Section 12(j) of the Exchange Act authorizes the Commission "as it deems necessary or appropriate for the protection of investors" to revoke or suspend the registration of a security if the Commission finds, on the record after notice and opportunity for hearing, that the issuer of such security has failed to comply with any provision of the Exchange Act or the rules and regulations thereunder.

In determining whether a sanction is necessary and appropriate for the protection of investors, I have considered the following factors:

[T]he egregiousness of the defendant's actions, the isolated or recurrent nature of the infraction, the degree of scienter involved, the sincerity of the defendant's assurances against future violations, the defendant's recognition of the wrongful nature of his conduct, and the likelihood that the defendant's occupation will present opportunities for future violations.

Steadman v. SEC, 603 F.2d 1126, 1140 (5th Cir. 1979) (quoting SEC v. Blatt, 583 F.2d 1325, 1334 n. 29 (5th Cir. 1978 )), aff'd on other grounds, 450 U.S. 91 (1981).

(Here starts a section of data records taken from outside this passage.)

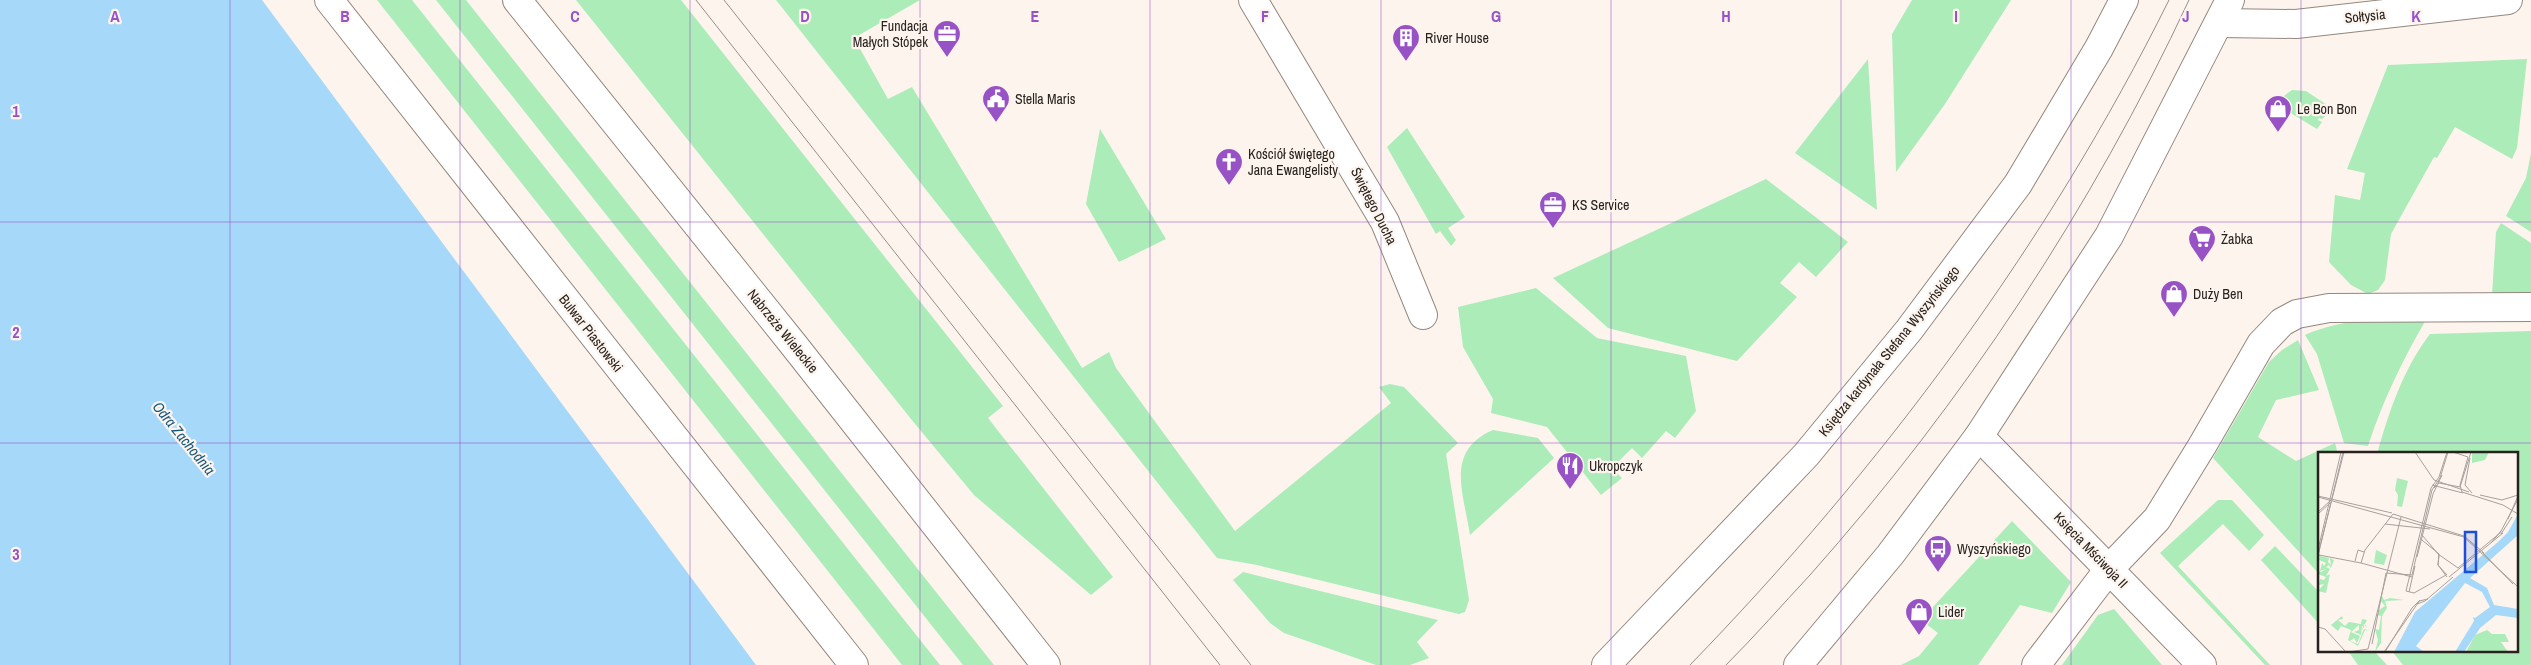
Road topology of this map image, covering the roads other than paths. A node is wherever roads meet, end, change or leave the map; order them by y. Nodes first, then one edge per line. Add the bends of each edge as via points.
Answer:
1 (329, 0) edge
2 (517, 0) edge
3 (1253, 0) edge
4 (2124, 0) edge
5 (2508, 0) edge
6 (2225, 12) edge
7 (2531, 307) edge
8 (1423, 315) dead end
9 (1979, 436) junction
10 (2110, 569) junction
11 (854, 665) edge
12 (1046, 665) edge
13 (1606, 665) edge
14 (1798, 665) edge
15 (2036, 665) edge
16 (2202, 665) edge

1 - 11 street, Bulwar Piastowski
2 - 12 street, Nabrzeże Wieleckie
3 - 8 street, Świętego Ducha via 1385,222
4 - 13 street, Księdza kardynała Stefana Wyszyńskiego via 2018,184 1909,330 1806,455
5 - 6 street, Sołtysia via 2296,24
6 - 9 street via 2109,236
7 - 10 street via 2329,308 2297,314 2282,322 2261,344 2157,519
9 - 10 street, Księcia Mściwoja II
9 - 14 street via 1890,555
10 - 15 street
10 - 16 street, Księcia Mściwoja II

Investco's actions were egregious and recurrent. It repeatedly failed to file required periodic reports during the relevant time period. Investco also failed to file its quarterly report for the quarter ended June 30, 2003. Investco claims that it did not gain possession of its records until the first quarter of 2003. Nevertheless, once Investco gained control of its records it continued to violate Section 13(a) of the Exchange Act and Rules 13a-1 and 13a-13 by failing to file its quarterly reports for the quarters ended March 31, 2003, and June 30, 2003. There is no evidence that any extension to make these filing was sought.

Investco's new director and officer is in the process of sorting through and organizing its records to bring its periodic reports current. However, Investco has only filed one report with the Commission since the issuance of the OIP, which is a Form 8-K filed on October 6, 2003. Thus, despite Investco's current efforts, I cannot find any assurance against future filing violations. Further, Investco fails to present any persuasive reason why its stock must be publicly traded when it has been raising capital through private placements.

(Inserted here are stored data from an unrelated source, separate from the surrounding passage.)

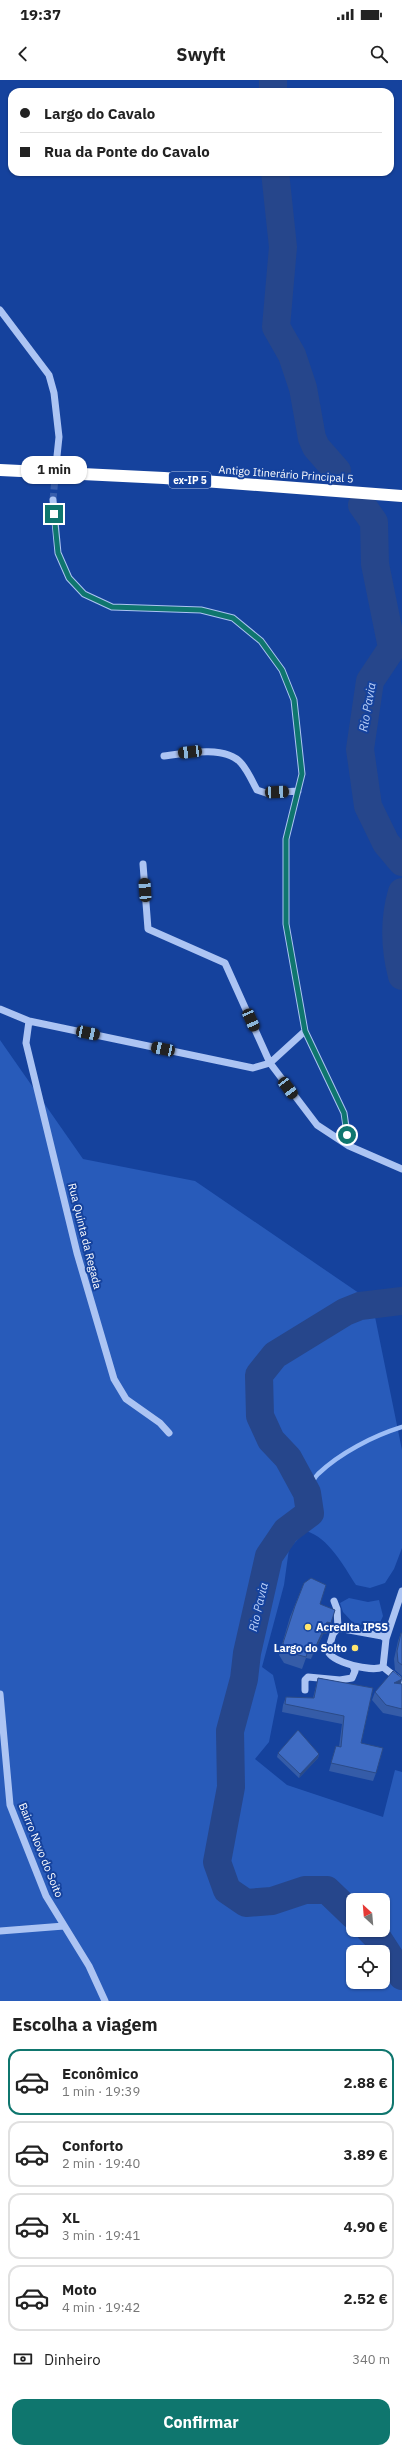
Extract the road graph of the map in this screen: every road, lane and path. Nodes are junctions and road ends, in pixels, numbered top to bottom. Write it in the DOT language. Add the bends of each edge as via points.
graph roads {
  1 [pos="0,310"];
  2 [pos="57,456"];
  3 [pos="0,470"];
  4 [pos="402,495"];
  5 [pos="53,500"];
  6 [pos="164,756"];
  7 [pos="298,791"];
  8 [pos="143,864"];
  9 [pos="0,1009"];
  10 [pos="29,1021"];
  11 [pos="305,1031"];
  12 [pos="270,1063"];
  13 [pos="349,1146"];
  14 [pos="402,1168"];
  15 [pos="169,1433"];
  16 [pos="402,1591"];
  17 [pos="334,1601"];
  18 [pos="338,1628"];
  19 [pos="386,1639"];
  20 [pos="354,1666"];
  21 [pos="383,1667"];
  22 [pos="402,1682"];
  23 [pos="305,1690"];
  24 [pos="0,1694"];
  25 [pos="64,1926"];
  26 [pos="0,1931"];
  27 [pos="105,2001"];
  1 -- 2 [label="street" via="49,375 54,393 58,430"];
  3 -- 4 [label="highway, Antigo Itinerário Principal 5 / ex-IP 5" via="164,478"];
  5 -- 7 [label="street" via="58,553 69,578 84,594 112,607 201,610 233,618 261,641 282,670 294,700 302,774"];
  6 -- 7 [label="street" via="203,751 230,755 241,762 257,790 266,793"];
  7 -- 11 [label="street" via="286,839 286,924"];
  8 -- 12 [label="street" via="148,929 225,963"];
  9 -- 10 [label="street"];
  10 -- 12 [label="street" via="253,1068"];
  10 -- 15 [label="street, Rua Quinta da Regada" via="26,1043 77,1253 114,1379 126,1400 160,1423"];
  11 -- 12 [label="street"];
  11 -- 13 [label="street" via="344,1113"];
  12 -- 13 [label="street" via="317,1125"];
  13 -- 14 [label="street"];
  16 -- 19 [label="street"];
  17 -- 18 [label="street"];
  18 -- 19 [label="street" via="382,1636"];
  18 -- 20 [label="street" via="333,1634 329,1655"];
  19 -- 21 [label="street"];
  20 -- 21 [label="street" via="376,1669"];
  20 -- 23 [label="street" via="352,1678 340,1680 308,1677 305,1680"];
  21 -- 22 [label="street"];
  24 -- 25 [label="street, Bairro Novo do Soito" via="10,1805 46,1896"];
  25 -- 26 [label="street"];
  25 -- 27 [label="street, Bairro Novo do Soito" via="89,1966"];
}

Based on the foregoing, I find it necessary and appropriate for the protection of investors to revoke the registration of all securities of Investco pursuant to Section 12(j) of the Exchange Act.

Order

IT IS ORDERED that the Division of Enforcement's Motion for Summary Disposition is GRANTED; and

IT IS FURTHER ORDERED that, based on the findings and the conclusions set forth above and pursuant to Section 12(j) of the Securities Exchange Act of 1934, the registration of all securities of Investco, Inc., is REVOKED.

This Initial Decision shall become effective in accordance with and subject to the provisions of Rule 360 of the Commission's Rules of Practice, 17 C.F.R. § 201.360. Pursuant to that rule, a petition for review of this Initial Decision may be filed within twenty-one days after service of the Initial Decision. It shall become the final decision of the Commission as to each party who has not filed a petition for review pursuant to 17 C.F.R. § 201.360(d)(1) within twenty-one days after service of the Initial Decision upon it, unless the Commission, pursuant to Rule 360(b)(1) of the Commission's Rules of Practice, 17 C.F.R. § 201.360(b)(1), determines on its own initiative to review this Initial Decision as to any party. If a party timely files a petition for review, or the Commission acts to review as to a party, the Initial Decision shall not become final as to that party.

________________________
Robert G. Mahony
Administrative Law Judge

Endnote

1 Citations to the exhibits attached to the Motion will be noted as "(Div. Ex. __.)." Citations to the exhibits attached to the Response will be noted as "(Resp. Ex. __.)."